### EXERCISE REQUIREMENTS
Output the data in full. Keep every entry exactly as written.

Stored data
:::::

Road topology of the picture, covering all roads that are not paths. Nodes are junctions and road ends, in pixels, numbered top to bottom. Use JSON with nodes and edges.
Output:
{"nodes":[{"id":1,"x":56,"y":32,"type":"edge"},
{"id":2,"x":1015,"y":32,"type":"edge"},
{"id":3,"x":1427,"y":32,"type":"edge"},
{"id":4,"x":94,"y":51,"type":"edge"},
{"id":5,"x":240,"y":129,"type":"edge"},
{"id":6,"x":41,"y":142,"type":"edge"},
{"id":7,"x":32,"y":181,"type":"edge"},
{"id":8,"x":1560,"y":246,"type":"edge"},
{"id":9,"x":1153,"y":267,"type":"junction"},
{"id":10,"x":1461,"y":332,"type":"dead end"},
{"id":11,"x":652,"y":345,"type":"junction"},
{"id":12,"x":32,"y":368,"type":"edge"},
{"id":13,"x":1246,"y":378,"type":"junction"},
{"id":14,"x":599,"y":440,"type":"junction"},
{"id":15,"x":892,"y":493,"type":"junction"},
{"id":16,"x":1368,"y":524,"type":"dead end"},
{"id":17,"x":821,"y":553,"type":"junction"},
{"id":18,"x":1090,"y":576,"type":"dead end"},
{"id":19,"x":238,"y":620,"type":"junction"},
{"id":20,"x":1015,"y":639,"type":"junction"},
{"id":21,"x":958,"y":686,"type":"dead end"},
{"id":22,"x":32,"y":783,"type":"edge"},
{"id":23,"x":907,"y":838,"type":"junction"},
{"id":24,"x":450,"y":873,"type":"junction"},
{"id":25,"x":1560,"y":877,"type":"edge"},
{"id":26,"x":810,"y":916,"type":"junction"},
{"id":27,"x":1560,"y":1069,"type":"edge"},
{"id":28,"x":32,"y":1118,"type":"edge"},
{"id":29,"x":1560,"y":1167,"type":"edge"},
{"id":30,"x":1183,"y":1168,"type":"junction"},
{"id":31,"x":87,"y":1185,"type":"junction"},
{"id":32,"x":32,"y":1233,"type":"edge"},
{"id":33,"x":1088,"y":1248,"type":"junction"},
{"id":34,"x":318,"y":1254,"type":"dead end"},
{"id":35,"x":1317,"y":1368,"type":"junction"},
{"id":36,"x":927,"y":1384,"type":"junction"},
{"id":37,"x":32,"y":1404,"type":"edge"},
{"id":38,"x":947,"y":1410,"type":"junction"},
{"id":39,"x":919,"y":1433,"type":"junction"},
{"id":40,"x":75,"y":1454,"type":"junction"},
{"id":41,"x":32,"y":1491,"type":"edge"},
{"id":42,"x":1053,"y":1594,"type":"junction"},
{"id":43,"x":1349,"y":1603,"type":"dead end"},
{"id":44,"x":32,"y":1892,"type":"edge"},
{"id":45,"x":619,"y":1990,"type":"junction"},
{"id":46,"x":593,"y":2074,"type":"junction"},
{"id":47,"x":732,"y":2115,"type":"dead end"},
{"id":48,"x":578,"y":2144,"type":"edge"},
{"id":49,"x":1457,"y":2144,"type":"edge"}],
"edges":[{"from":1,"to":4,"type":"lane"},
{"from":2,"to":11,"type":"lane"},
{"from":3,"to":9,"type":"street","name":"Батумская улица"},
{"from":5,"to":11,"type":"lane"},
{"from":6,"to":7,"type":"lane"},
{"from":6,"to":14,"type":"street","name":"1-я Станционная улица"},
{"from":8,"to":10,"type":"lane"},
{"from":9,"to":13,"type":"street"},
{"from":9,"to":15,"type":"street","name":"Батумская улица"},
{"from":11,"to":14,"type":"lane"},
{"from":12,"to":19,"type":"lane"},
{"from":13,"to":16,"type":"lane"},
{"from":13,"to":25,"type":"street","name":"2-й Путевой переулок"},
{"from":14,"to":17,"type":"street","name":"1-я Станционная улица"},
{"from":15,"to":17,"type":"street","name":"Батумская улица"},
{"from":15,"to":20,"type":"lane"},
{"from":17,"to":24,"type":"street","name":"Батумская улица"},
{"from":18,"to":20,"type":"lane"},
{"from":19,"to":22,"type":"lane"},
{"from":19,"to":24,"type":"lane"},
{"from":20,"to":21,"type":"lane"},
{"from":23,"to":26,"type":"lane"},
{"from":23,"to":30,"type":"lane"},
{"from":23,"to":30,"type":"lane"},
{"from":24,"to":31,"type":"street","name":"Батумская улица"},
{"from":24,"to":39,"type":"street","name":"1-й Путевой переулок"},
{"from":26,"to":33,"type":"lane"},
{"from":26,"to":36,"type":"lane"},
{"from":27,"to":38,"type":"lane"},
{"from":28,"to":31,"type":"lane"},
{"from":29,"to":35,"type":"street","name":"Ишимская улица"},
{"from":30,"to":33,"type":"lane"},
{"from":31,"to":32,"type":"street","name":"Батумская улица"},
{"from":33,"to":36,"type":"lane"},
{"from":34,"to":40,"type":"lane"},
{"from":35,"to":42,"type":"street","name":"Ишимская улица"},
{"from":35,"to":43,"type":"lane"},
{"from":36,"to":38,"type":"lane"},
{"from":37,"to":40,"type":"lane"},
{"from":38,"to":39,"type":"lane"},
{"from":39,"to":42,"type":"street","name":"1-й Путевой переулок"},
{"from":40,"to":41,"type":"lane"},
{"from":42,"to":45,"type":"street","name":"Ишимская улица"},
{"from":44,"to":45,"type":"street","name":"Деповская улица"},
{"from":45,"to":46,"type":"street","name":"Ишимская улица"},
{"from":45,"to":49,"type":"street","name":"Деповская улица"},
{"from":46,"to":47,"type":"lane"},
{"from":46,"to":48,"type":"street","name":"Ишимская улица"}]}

:::::

### RESULT OF THE EXERCISE
Road topology of the picture, covering all roads that are not paths. Nodes are junctions and road ends, in pixels, numbered top to bottom. Use JSON with nodes and edges.
Output:
{"nodes":[{"id":1,"x":56,"y":32,"type":"edge"},
{"id":2,"x":1015,"y":32,"type":"edge"},
{"id":3,"x":1427,"y":32,"type":"edge"},
{"id":4,"x":94,"y":51,"type":"edge"},
{"id":5,"x":240,"y":129,"type":"edge"},
{"id":6,"x":41,"y":142,"type":"edge"},
{"id":7,"x":32,"y":181,"type":"edge"},
{"id":8,"x":1560,"y":246,"type":"edge"},
{"id":9,"x":1153,"y":267,"type":"junction"},
{"id":10,"x":1461,"y":332,"type":"dead end"},
{"id":11,"x":652,"y":345,"type":"junction"},
{"id":12,"x":32,"y":368,"type":"edge"},
{"id":13,"x":1246,"y":378,"type":"junction"},
{"id":14,"x":599,"y":440,"type":"junction"},
{"id":15,"x":892,"y":493,"type":"junction"},
{"id":16,"x":1368,"y":524,"type":"dead end"},
{"id":17,"x":821,"y":553,"type":"junction"},
{"id":18,"x":1090,"y":576,"type":"dead end"},
{"id":19,"x":238,"y":620,"type":"junction"},
{"id":20,"x":1015,"y":639,"type":"junction"},
{"id":21,"x":958,"y":686,"type":"dead end"},
{"id":22,"x":32,"y":783,"type":"edge"},
{"id":23,"x":907,"y":838,"type":"junction"},
{"id":24,"x":450,"y":873,"type":"junction"},
{"id":25,"x":1560,"y":877,"type":"edge"},
{"id":26,"x":810,"y":916,"type":"junction"},
{"id":27,"x":1560,"y":1069,"type":"edge"},
{"id":28,"x":32,"y":1118,"type":"edge"},
{"id":29,"x":1560,"y":1167,"type":"edge"},
{"id":30,"x":1183,"y":1168,"type":"junction"},
{"id":31,"x":87,"y":1185,"type":"junction"},
{"id":32,"x":32,"y":1233,"type":"edge"},
{"id":33,"x":1088,"y":1248,"type":"junction"},
{"id":34,"x":318,"y":1254,"type":"dead end"},
{"id":35,"x":1317,"y":1368,"type":"junction"},
{"id":36,"x":927,"y":1384,"type":"junction"},
{"id":37,"x":32,"y":1404,"type":"edge"},
{"id":38,"x":947,"y":1410,"type":"junction"},
{"id":39,"x":919,"y":1433,"type":"junction"},
{"id":40,"x":75,"y":1454,"type":"junction"},
{"id":41,"x":32,"y":1491,"type":"edge"},
{"id":42,"x":1053,"y":1594,"type":"junction"},
{"id":43,"x":1349,"y":1603,"type":"dead end"},
{"id":44,"x":32,"y":1892,"type":"edge"},
{"id":45,"x":619,"y":1990,"type":"junction"},
{"id":46,"x":593,"y":2074,"type":"junction"},
{"id":47,"x":732,"y":2115,"type":"dead end"},
{"id":48,"x":578,"y":2144,"type":"edge"},
{"id":49,"x":1457,"y":2144,"type":"edge"}],
"edges":[{"from":1,"to":4,"type":"lane"},
{"from":2,"to":11,"type":"lane"},
{"from":3,"to":9,"type":"street","name":"Батумская улица"},
{"from":5,"to":11,"type":"lane"},
{"from":6,"to":7,"type":"lane"},
{"from":6,"to":14,"type":"street","name":"1-я Станционная улица"},
{"from":8,"to":10,"type":"lane"},
{"from":9,"to":13,"type":"street"},
{"from":9,"to":15,"type":"street","name":"Батумская улица"},
{"from":11,"to":14,"type":"lane"},
{"from":12,"to":19,"type":"lane"},
{"from":13,"to":16,"type":"lane"},
{"from":13,"to":25,"type":"street","name":"2-й Путевой переулок"},
{"from":14,"to":17,"type":"street","name":"1-я Станционная улица"},
{"from":15,"to":17,"type":"street","name":"Батумская улица"},
{"from":15,"to":20,"type":"lane"},
{"from":17,"to":24,"type":"street","name":"Батумская улица"},
{"from":18,"to":20,"type":"lane"},
{"from":19,"to":22,"type":"lane"},
{"from":19,"to":24,"type":"lane"},
{"from":20,"to":21,"type":"lane"},
{"from":23,"to":26,"type":"lane"},
{"from":23,"to":30,"type":"lane"},
{"from":23,"to":30,"type":"lane"},
{"from":24,"to":31,"type":"street","name":"Батумская улица"},
{"from":24,"to":39,"type":"street","name":"1-й Путевой переулок"},
{"from":26,"to":33,"type":"lane"},
{"from":26,"to":36,"type":"lane"},
{"from":27,"to":38,"type":"lane"},
{"from":28,"to":31,"type":"lane"},
{"from":29,"to":35,"type":"street","name":"Ишимская улица"},
{"from":30,"to":33,"type":"lane"},
{"from":31,"to":32,"type":"street","name":"Батумская улица"},
{"from":33,"to":36,"type":"lane"},
{"from":34,"to":40,"type":"lane"},
{"from":35,"to":42,"type":"street","name":"Ишимская улица"},
{"from":35,"to":43,"type":"lane"},
{"from":36,"to":38,"type":"lane"},
{"from":37,"to":40,"type":"lane"},
{"from":38,"to":39,"type":"lane"},
{"from":39,"to":42,"type":"street","name":"1-й Путевой переулок"},
{"from":40,"to":41,"type":"lane"},
{"from":42,"to":45,"type":"street","name":"Ишимская улица"},
{"from":44,"to":45,"type":"street","name":"Деповская улица"},
{"from":45,"to":46,"type":"street","name":"Ишимская улица"},
{"from":45,"to":49,"type":"street","name":"Деповская улица"},
{"from":46,"to":47,"type":"lane"},
{"from":46,"to":48,"type":"street","name":"Ишимская улица"}]}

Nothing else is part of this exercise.